Rabu, 18 Desember 2013

CARA dr. Angamathu Arunkalaivanan dalam memeriksa pasiennya, menggunakan cara yang tidak lazim dilakukan oleh seorang dokter. Sebagai dokter ahli kandungan di India, dokter yang disapa dr. Arun ini, meraba dan meremas pasien wanitanya.

Merasa aneh dengan cara pemeriksaan sang dokter, seorang pasiennya melapor kepada polisi. Memang kesadaran tentang kejanggalan cara pemeriksaan dr. Arun, baru dirasakan pasien tersebut setelah tiga tahun menjadi pelanggannya.

Dilansir dari Daily Mail, 16 Desember 2013, wanita yang namanya dirahasiakan itu, mengaku, mendapat cara pemeriksaan yang tidak senonoh dari dr. Arun. Wanita berusia 49 tahun itu menuturkan, sebelum diperiksa, dirinya diminta untuk membuka baju bagian atas, termasuk branya. Selanjutnya dari belakang pasien, dokter memegang kedua payudara pasien dan meremasnya dengan kedua tangannya.

"Saya meninggalkan ruangan pada hari itu dan merasa ada yang salah. Saya rasa pemeriksaannya kok tidak masuk akal. Saya bilang sama diri saya sendiri apa yang sebenarnya terjadi," ujarnya saat memberikan keterangan di hadapan panel General Medical Council yang menangani laporannya.

Wanita ini sebenarnya pernah menanyakan cara pemeriksaan yang menurutnya aneh kepada sang dokter. Namun menurut dr. Arun, caar memeriksa tersebut seperti yang diajarkannya saat kuliah di University of Madras, India. Dokter Arun lulus dari universitas bergengsi itu pada tahun 1988.

Wanita yang tidak menyebutkan keluhan penyakitnya, hingga selama tiga tahun menjadi pasien dr. Arun ini, sangat takut untuk mengatakan apa yang dialaminya kepada suaminya. Untuk menjawab rasa penasarannya, ia mendatangi pusat skrining payudara untuk mengonsultasikan cara pemeriksaan dr. Arun yang janggal. Ternyata petugas dari pusat skrining payudara mengatakan bahwa cara memeriksa yang dilakukan dr. Arun sebagai tidak normal. Dari informasi tersebut, akhirnya ia melapor kepada polisi.
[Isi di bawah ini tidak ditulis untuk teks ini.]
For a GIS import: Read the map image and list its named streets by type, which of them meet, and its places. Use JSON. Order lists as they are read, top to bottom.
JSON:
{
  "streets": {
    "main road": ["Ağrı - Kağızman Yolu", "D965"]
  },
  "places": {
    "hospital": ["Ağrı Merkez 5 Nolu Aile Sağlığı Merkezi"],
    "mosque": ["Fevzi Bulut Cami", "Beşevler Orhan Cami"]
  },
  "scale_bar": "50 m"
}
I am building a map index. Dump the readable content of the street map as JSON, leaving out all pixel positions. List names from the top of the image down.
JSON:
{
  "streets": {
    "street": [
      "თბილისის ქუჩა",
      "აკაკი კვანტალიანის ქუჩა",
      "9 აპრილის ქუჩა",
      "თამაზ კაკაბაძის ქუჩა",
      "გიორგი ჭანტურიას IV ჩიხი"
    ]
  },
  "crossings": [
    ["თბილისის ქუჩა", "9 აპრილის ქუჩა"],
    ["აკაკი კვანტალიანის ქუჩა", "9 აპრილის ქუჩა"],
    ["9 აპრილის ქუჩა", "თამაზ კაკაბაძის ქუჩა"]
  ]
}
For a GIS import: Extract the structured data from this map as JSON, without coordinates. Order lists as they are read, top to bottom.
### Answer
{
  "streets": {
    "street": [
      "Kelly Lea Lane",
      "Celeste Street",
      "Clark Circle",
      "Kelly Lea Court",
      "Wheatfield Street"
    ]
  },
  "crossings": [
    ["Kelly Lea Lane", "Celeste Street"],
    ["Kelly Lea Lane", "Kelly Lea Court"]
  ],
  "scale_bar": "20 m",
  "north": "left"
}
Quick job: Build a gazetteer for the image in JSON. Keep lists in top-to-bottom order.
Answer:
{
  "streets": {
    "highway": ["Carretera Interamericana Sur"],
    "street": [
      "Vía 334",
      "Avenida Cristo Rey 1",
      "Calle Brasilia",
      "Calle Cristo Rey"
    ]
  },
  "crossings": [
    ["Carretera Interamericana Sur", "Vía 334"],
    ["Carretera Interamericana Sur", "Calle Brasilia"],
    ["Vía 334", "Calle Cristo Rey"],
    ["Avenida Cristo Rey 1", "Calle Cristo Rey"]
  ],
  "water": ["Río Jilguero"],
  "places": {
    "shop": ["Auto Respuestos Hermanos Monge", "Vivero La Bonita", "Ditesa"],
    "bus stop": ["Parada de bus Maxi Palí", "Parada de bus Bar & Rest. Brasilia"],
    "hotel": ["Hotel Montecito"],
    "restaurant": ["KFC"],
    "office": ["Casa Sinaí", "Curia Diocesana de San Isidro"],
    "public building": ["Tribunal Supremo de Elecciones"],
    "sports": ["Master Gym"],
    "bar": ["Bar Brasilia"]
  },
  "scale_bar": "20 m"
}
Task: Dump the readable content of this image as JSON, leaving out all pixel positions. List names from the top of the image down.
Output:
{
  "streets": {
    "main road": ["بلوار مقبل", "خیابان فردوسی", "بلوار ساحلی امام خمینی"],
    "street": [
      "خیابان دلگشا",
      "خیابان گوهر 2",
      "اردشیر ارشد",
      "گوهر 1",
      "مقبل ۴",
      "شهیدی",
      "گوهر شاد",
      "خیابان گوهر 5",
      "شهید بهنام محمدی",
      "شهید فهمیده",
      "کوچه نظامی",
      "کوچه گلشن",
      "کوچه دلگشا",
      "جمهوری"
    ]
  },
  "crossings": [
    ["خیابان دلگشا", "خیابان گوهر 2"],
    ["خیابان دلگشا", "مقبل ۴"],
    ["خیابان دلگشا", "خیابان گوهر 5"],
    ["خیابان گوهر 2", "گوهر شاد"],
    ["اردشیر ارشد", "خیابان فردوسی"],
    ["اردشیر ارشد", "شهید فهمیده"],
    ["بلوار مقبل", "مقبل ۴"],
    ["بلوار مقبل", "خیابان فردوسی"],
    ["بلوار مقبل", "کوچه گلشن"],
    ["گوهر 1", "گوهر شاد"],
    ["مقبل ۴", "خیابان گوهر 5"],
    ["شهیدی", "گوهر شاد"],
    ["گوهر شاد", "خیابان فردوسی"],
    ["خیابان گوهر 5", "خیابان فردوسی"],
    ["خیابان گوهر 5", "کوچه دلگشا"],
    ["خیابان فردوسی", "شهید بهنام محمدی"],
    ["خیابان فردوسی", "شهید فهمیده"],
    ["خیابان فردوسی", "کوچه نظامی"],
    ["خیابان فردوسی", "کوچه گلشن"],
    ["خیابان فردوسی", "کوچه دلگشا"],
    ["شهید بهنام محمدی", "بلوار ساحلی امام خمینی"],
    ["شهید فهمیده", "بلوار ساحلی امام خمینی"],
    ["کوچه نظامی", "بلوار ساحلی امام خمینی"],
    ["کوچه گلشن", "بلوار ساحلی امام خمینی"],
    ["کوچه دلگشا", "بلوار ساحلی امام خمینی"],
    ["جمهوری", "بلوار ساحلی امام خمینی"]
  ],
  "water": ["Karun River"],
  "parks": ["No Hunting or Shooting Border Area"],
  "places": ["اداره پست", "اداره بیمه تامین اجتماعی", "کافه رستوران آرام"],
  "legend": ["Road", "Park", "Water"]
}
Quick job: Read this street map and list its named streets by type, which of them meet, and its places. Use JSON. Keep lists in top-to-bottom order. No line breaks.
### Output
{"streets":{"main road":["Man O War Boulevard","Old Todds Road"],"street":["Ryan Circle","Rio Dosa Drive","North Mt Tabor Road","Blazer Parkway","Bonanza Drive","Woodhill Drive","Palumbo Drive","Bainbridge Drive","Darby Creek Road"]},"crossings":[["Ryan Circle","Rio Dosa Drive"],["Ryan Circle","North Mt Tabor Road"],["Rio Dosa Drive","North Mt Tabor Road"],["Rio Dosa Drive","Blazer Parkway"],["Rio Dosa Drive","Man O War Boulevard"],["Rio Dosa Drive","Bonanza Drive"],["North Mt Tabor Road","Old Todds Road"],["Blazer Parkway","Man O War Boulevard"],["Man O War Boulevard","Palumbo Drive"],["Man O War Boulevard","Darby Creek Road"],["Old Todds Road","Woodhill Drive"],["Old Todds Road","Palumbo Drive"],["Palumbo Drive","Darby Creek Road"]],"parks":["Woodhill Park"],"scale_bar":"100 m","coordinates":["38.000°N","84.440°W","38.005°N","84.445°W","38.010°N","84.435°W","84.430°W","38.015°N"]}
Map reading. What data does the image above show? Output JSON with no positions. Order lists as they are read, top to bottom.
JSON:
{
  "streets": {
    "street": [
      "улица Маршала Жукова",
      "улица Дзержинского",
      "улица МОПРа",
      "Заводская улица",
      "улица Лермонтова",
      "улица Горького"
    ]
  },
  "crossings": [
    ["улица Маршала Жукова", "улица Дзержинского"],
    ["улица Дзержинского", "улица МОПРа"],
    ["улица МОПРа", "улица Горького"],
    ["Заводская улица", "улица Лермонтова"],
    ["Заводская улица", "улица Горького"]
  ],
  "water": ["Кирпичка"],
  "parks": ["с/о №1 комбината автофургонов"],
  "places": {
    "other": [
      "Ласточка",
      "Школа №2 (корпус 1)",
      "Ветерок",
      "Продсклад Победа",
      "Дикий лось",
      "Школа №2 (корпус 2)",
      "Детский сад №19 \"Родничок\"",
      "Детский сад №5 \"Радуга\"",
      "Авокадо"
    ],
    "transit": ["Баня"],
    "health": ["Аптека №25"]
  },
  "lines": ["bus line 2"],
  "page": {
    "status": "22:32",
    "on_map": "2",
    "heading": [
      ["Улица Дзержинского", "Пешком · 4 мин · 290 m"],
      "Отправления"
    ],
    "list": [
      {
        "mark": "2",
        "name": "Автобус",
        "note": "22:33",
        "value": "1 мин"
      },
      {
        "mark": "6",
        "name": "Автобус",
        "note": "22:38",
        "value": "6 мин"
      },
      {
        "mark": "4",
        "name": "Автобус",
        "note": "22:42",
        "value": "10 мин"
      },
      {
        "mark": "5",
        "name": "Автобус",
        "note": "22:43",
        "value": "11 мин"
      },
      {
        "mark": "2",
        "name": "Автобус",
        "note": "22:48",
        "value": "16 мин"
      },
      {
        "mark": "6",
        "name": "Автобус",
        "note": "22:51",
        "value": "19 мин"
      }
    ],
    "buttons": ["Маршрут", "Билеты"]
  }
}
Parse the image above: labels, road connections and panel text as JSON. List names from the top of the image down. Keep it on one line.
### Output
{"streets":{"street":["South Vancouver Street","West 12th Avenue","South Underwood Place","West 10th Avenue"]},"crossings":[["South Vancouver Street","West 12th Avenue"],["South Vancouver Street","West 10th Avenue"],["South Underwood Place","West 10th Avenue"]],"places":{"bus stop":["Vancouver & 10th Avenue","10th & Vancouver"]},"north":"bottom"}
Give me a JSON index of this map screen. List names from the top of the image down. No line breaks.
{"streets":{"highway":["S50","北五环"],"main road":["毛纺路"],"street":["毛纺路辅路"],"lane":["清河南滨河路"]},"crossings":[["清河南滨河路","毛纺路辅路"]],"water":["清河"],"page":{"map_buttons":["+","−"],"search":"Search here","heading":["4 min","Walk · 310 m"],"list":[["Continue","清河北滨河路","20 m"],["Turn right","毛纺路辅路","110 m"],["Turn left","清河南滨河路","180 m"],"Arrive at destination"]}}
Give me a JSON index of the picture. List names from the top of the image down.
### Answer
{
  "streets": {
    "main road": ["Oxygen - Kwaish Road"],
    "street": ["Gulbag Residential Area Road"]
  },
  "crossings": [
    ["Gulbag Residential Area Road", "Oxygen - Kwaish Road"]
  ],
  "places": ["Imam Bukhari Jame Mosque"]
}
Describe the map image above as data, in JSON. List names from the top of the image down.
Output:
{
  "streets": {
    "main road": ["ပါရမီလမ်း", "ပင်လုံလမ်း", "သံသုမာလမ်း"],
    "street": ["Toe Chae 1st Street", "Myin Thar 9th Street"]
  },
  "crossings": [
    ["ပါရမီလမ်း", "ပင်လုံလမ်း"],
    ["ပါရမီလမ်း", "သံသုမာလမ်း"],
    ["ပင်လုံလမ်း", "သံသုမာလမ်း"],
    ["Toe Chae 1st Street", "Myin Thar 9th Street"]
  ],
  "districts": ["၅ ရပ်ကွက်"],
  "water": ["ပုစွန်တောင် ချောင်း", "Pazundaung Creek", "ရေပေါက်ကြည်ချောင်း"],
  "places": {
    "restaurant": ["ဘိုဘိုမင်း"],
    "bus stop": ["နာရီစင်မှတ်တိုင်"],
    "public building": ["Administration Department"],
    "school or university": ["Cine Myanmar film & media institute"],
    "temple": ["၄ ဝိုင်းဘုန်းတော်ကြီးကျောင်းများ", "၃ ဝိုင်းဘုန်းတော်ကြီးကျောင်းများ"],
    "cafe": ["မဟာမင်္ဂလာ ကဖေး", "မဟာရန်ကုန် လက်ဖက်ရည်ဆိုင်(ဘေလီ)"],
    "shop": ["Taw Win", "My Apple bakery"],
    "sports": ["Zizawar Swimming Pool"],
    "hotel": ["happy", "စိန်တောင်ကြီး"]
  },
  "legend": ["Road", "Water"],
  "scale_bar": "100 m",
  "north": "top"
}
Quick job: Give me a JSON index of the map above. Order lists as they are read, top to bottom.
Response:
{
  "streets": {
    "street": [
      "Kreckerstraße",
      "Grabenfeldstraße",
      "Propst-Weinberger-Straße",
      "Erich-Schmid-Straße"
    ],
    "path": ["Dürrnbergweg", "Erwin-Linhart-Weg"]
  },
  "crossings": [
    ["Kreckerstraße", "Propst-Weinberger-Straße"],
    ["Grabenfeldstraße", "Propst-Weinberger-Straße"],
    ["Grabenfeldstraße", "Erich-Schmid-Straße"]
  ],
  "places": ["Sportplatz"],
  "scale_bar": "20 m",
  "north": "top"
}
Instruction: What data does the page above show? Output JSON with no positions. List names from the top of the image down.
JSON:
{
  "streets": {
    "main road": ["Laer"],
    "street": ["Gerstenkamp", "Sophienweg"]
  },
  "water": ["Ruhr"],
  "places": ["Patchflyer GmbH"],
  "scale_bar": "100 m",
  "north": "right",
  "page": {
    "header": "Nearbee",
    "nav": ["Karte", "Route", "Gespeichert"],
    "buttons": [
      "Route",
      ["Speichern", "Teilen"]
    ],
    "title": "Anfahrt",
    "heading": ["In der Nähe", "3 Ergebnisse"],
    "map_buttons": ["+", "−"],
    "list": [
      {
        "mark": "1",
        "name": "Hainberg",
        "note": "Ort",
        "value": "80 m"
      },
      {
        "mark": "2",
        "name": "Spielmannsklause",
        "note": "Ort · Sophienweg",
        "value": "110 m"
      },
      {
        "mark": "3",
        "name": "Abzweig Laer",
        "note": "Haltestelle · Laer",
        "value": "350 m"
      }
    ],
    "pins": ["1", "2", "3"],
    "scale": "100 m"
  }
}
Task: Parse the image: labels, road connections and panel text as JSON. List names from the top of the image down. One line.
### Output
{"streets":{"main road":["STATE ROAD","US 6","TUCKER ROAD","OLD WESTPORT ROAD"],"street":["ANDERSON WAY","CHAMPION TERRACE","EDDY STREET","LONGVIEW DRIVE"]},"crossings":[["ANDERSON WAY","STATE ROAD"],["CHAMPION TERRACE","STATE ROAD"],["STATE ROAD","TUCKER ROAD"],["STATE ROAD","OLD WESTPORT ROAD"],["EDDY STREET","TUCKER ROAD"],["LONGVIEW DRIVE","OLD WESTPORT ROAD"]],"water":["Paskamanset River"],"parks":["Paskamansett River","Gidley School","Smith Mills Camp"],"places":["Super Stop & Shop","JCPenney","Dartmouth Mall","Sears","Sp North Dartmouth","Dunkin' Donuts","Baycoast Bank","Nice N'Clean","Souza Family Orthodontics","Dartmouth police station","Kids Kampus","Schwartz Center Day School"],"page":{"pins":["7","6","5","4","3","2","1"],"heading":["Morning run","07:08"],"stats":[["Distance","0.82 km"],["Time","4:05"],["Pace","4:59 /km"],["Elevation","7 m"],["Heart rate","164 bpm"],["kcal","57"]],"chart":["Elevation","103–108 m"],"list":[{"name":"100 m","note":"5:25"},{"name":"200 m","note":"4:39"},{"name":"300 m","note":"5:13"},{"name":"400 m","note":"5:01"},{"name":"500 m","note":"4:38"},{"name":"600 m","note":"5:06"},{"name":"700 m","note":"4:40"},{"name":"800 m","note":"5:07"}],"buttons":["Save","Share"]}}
Saat ini kasusnya ditangani oleh General Medical Council. Sementara itu, Medical Practitioners' Tribunal Service di Manchester menemukan adanya kesalahan yang dilakukan dokter berusia 48 tahun itu. dr Arun yang menjadi konsultan kandungan dan kebidanan di RS Birmingham itu juga dinilai bersalah karena gagal untuk menawarkan pendamping atau membuat catatan pemeriksaan payudara pasien.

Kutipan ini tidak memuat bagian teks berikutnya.